> **Goal of the exercise**
Report each line of the listing that carries the word "node".

┄┄┄┄┄┄┄┄┄┄

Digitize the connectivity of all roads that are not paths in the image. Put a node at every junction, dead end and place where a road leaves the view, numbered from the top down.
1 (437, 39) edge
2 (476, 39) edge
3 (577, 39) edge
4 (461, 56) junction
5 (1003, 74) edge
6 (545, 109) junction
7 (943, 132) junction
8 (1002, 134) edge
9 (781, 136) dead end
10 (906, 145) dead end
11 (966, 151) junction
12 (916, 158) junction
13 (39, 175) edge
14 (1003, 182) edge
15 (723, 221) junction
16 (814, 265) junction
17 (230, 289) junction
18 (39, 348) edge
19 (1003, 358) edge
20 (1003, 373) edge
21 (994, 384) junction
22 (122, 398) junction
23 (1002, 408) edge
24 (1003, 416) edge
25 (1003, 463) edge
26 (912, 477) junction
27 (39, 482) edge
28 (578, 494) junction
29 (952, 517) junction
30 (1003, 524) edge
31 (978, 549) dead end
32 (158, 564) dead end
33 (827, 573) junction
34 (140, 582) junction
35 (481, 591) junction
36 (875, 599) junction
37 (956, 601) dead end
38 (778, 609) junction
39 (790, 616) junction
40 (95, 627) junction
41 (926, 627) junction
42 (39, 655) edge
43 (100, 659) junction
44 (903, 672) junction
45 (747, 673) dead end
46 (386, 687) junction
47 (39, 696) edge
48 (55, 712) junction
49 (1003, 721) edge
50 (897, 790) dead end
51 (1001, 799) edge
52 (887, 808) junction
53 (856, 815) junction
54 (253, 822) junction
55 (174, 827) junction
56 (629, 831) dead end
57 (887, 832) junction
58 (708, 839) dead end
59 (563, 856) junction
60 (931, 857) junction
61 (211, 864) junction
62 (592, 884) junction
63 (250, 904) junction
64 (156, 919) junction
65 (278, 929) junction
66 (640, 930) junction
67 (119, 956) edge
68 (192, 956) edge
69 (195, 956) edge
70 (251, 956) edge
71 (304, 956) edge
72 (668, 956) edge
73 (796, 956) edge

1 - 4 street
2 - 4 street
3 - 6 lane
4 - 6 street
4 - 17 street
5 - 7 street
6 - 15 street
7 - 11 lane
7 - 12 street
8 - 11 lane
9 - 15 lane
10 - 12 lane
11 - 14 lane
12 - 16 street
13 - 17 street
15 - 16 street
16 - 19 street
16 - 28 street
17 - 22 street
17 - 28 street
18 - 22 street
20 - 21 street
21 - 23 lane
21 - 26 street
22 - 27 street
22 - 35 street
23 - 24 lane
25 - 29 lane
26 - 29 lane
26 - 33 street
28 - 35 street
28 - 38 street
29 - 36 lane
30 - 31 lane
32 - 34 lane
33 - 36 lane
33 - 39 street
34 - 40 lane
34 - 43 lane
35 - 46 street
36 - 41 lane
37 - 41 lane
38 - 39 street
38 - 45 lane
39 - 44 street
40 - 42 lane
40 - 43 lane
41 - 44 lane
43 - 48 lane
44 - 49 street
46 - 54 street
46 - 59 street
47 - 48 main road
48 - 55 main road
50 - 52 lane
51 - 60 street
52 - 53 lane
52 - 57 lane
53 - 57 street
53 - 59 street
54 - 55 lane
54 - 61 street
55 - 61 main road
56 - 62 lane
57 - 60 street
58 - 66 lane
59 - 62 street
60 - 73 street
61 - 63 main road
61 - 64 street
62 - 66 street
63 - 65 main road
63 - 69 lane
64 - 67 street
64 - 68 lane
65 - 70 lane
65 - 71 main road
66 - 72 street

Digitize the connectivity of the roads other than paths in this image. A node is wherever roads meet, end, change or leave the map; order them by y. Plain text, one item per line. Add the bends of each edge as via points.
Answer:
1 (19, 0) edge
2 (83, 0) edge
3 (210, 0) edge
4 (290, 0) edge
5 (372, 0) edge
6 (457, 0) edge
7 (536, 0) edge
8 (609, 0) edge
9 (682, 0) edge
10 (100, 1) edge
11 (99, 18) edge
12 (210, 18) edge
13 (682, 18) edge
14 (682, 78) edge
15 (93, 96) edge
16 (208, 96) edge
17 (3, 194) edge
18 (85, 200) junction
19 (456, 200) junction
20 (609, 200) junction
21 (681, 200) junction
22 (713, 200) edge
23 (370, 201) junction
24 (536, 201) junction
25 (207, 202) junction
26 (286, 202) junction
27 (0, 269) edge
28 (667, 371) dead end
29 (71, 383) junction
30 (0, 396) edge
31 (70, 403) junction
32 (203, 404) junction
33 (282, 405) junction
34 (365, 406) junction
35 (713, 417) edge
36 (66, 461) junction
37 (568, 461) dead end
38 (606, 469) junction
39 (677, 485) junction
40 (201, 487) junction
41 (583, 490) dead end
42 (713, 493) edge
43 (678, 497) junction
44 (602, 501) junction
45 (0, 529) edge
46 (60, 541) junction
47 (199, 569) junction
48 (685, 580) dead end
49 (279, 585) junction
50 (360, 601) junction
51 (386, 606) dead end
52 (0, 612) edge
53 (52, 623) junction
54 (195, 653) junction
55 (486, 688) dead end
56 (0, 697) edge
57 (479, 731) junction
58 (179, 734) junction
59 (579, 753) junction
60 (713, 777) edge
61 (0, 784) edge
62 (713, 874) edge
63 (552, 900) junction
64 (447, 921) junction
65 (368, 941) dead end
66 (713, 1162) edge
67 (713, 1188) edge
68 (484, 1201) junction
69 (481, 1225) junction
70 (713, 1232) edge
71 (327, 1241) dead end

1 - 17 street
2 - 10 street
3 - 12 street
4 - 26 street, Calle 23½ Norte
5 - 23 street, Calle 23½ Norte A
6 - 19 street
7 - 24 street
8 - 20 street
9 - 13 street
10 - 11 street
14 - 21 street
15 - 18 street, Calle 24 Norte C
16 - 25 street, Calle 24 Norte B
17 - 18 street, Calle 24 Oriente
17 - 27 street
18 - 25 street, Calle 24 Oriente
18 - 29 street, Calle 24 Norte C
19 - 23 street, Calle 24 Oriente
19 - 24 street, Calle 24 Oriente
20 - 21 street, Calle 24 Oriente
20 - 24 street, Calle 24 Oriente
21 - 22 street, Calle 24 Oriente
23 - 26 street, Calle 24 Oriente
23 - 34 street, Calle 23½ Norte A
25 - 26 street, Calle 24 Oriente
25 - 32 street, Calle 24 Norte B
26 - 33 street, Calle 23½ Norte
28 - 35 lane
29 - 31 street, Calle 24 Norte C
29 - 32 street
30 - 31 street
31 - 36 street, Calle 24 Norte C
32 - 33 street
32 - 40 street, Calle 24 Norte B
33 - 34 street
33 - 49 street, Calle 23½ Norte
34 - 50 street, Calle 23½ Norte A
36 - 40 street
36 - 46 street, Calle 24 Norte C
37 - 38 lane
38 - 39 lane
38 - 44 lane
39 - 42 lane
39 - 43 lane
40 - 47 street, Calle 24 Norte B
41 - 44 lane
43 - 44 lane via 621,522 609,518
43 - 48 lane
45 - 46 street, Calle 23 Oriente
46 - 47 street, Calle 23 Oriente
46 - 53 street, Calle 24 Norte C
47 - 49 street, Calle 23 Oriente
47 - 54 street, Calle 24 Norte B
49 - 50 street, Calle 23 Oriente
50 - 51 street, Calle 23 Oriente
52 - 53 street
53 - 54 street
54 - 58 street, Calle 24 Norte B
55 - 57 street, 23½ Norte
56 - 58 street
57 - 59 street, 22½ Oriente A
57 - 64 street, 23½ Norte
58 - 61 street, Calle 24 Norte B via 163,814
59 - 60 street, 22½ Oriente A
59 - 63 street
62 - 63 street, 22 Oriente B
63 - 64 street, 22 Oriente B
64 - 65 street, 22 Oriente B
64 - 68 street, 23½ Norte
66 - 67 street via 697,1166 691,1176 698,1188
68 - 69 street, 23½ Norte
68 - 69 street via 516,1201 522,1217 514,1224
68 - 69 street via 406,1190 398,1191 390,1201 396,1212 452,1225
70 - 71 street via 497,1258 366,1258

┄┄┄┄┄┄┄┄┄┄

> **Written solution**
Digitize the connectivity of all roads that are not paths in the image. Put a node at every junction, dead end and place where a road leaves the view, numbered from the top down.
Digitize the connectivity of the roads other than paths in this image. A node is wherever roads meet, end, change or leave the map; order them by y. Plain text, one item per line. Add the bends of each edge as via points.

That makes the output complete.